Pairwise comparisons of proportions

Pairwise comparison means comparing all pairs of something. If I have three items, A, B and C, that means comparing A to B, A to C, and B to C. Given n items, I can determine the number of possible pairs using the binomial coefficient: $$ \frac{n!}{2!(n - 2)!} = \binom {n}{2}$$ Using the R statistical computing environment, we can use the choose() function to quickly calculate this. For example, how many possible 2-item combinations can I "choose" from 10 items?


choose(10,2)


[1] 45

We sometimes want to make pairwise comparisons to see where differences occur. Let's say we go to 8 high schools in an area, survey 30 students at each school, and ask them whether or not they floss their teeth at least once a day. When finished we'll have 8 proportions of students who answered "Yes." An obvious first step would be to conduct a hypothesis test for any differences between these proportions. The null would be no difference between the proportions versus some difference. If we reject the null, we have evidence of differences. But where are the differences? This leads us to pairwise comparisons of proportions, where we make multiple comparisons. The outcome of these pairwise comparisons will hopefully tell us which schools have significantly different proportions of students flossing.

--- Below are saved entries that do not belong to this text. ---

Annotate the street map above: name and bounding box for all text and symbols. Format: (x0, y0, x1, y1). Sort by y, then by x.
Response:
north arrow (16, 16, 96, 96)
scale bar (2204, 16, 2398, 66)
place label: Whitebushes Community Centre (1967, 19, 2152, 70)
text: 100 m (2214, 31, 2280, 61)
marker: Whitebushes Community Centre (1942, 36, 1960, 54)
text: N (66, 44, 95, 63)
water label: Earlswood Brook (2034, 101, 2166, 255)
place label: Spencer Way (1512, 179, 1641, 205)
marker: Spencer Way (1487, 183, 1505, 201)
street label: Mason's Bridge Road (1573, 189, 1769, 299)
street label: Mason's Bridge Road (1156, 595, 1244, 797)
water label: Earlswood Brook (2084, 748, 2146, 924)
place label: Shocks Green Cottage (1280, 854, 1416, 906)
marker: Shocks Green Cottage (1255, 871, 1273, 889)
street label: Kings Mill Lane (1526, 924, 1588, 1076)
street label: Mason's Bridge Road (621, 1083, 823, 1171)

Making multiple comparisons leads to an increased chance of making a false discovery, i.e., rejecting a null hypothesis that should not have been rejected. When we run a hypothesis test, we always run a risk of finding something that isn't there. Think of flipping a fair coin 10 times and getting 9 or 10 heads (or 0 or 1 heads). That's improbable but not impossible. If it happened to us we may conclude the coin is unfair, but that would be the wrong conclusion if the coin truly was fair. It just so happened we were very unlucky to witness such an unusual event. As we said, the chance of this happening is low in a single trial, but we increase the chance of it happening by conducting multiple trials.

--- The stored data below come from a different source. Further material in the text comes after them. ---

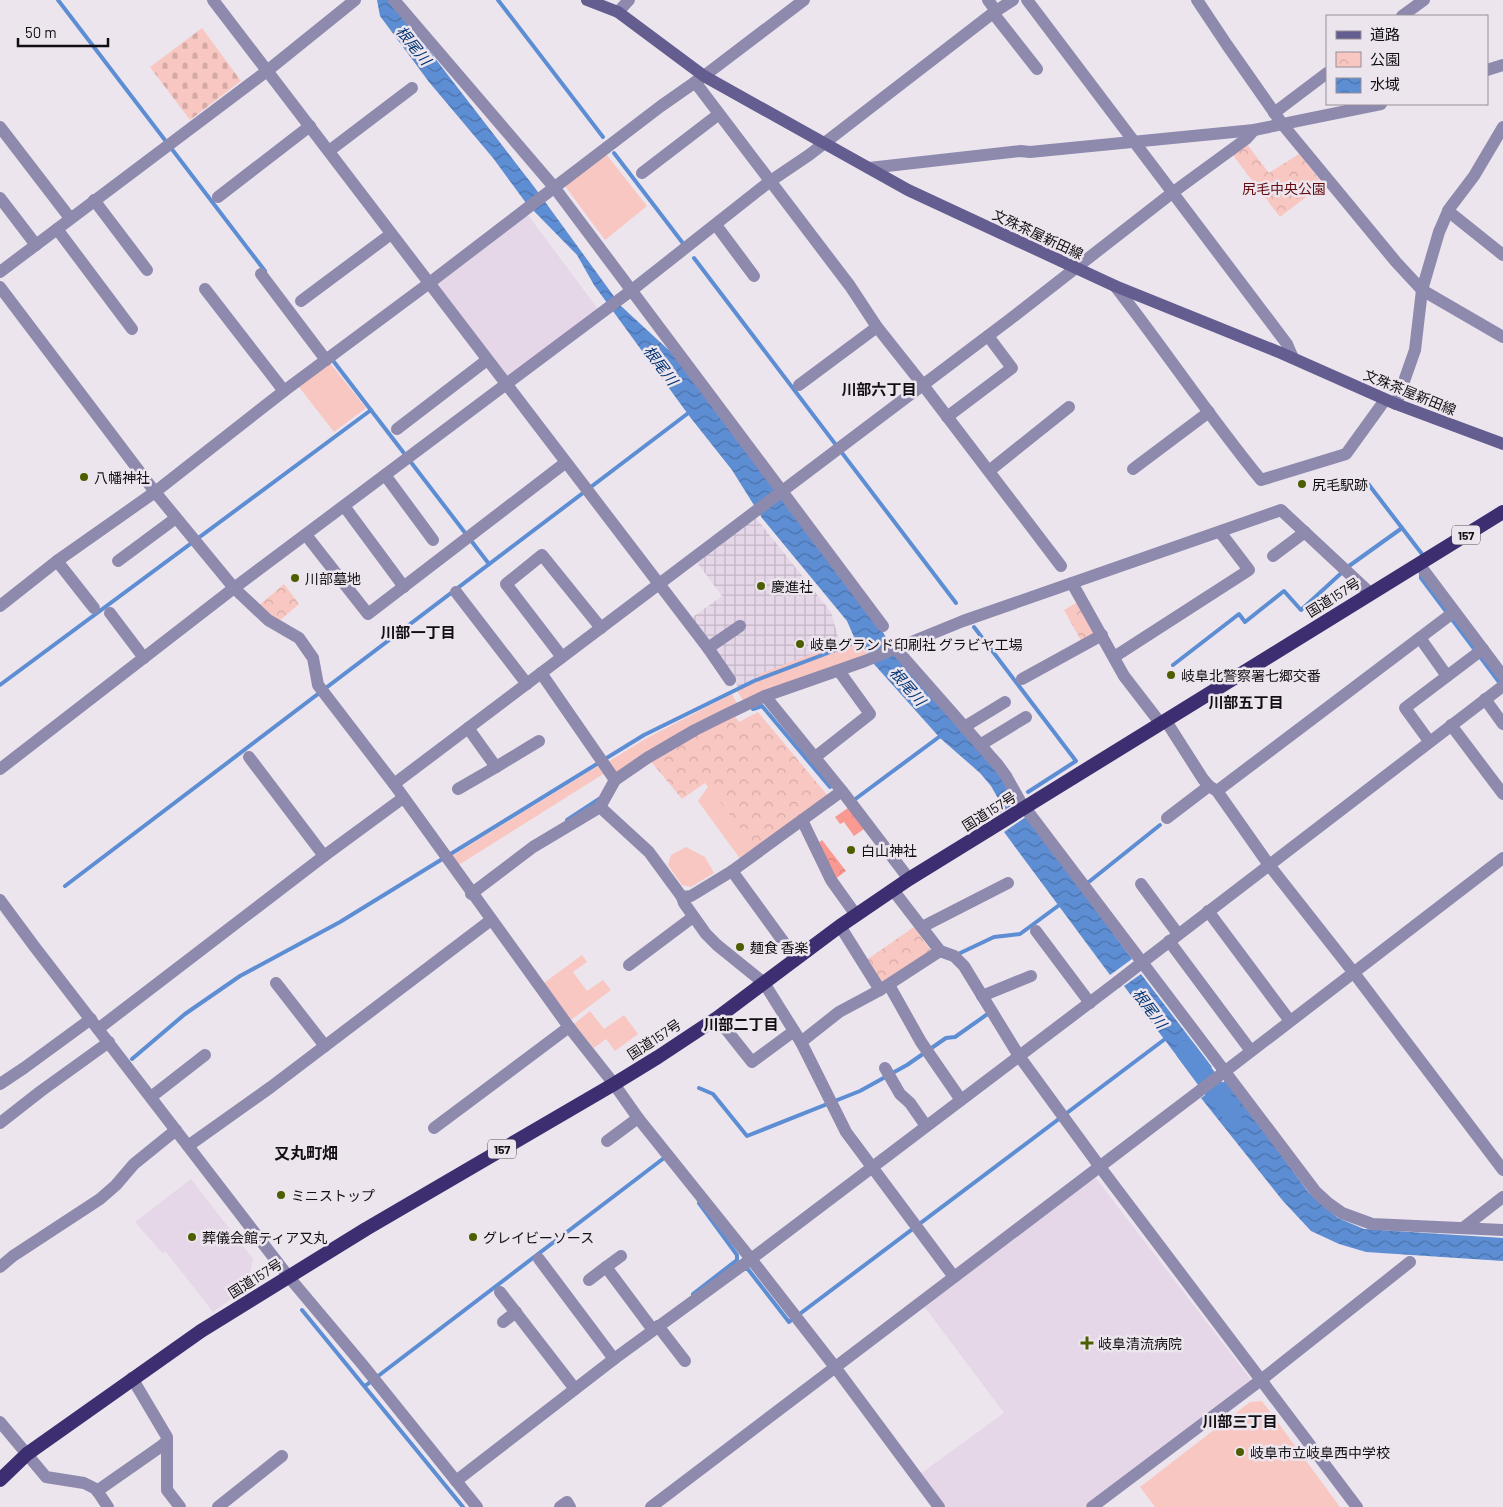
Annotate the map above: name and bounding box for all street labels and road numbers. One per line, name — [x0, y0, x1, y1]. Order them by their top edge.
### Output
street label: 文殊茶屋新田線 — [990, 206, 1086, 262]
street label: 文殊茶屋新田線 — [1361, 366, 1459, 418]
road number: 157 — [1452, 526, 1480, 544]
street label: 国道157号 — [1303, 574, 1363, 620]
street label: 国道157号 — [959, 788, 1019, 834]
street label: 国道157号 — [624, 1015, 684, 1063]
road number: 157 — [488, 1140, 516, 1158]
street label: 国道157号 — [225, 1255, 285, 1301]

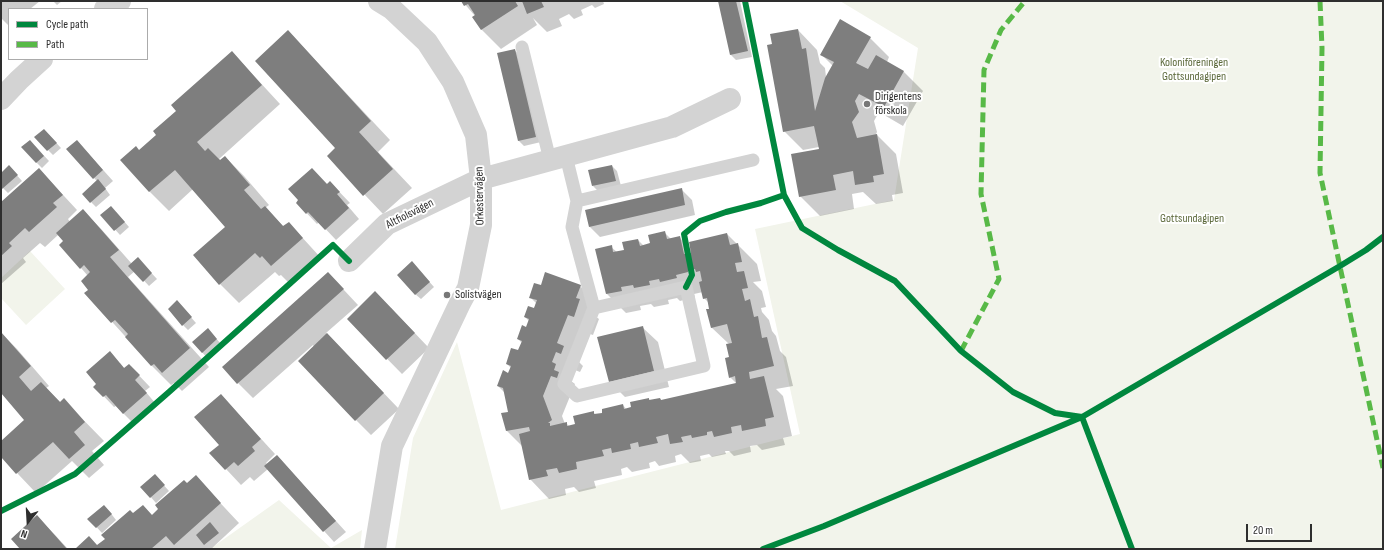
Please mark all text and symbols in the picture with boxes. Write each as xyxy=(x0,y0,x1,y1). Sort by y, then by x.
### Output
legend xyxy=(8,8,148,60)
text: Cycle path xyxy=(46,17,88,32)
text: Path xyxy=(46,37,64,52)
park label: Koloniföreningen Gottsundagipen xyxy=(1160,56,1228,84)
place label: Dirigentens förskola xyxy=(875,90,921,118)
marker: Dirigentens förskola xyxy=(862,99,872,109)
street label: Orkestervägen xyxy=(472,167,488,225)
street label: Altfiolsvägen xyxy=(384,196,436,232)
park label: Gottsundagipen xyxy=(1160,212,1224,226)
place label: Solistvägen xyxy=(455,288,502,302)
marker: Solistvägen xyxy=(442,290,452,300)
north arrow xyxy=(8,502,48,542)
scale bar xyxy=(1248,516,1314,542)
text: 20 m xyxy=(1253,523,1273,538)
text: N xyxy=(19,527,29,541)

The probability of observing 0, 1, 9, or 10 heads when flipping a fair coin 10 times is about 0.02 which can be calculated in R as follows:


pbinom(q = 1, size = 10, prob = 0.5) * 2


[1] 0.02148438

Therefore the the probability of getting 2 - 8 heads is about 0.98:


1 - pbinom(q = 1, size = 10, prob = 0.5) * 2


[1] 0.9785156

The probability of getting 2 - 8 heads in 10 trials is 0.98 multiplied by itself 10 times:


(1 - pbinom(q = 1, size = 10, prob = 0.5) * 2)^10


[1] 0.8047809

Therefore the probability of getting 0, 1, 9, or 10 heads in 10 trials is now about 0.20:


1 - (1 - pbinom(q = 1, size = 10, prob = 0.5) * 2)^10


[1] 0.1952191

We can think of this as doing multiple hypothesis tests. Flip 10 coins 10 times each, get the proportion of heads for each coin, and use 10 one-sample proportion tests to statistically determine if the results we got are consistent with a fair coin. In other words, do we get any p-values less than, say, 0.05?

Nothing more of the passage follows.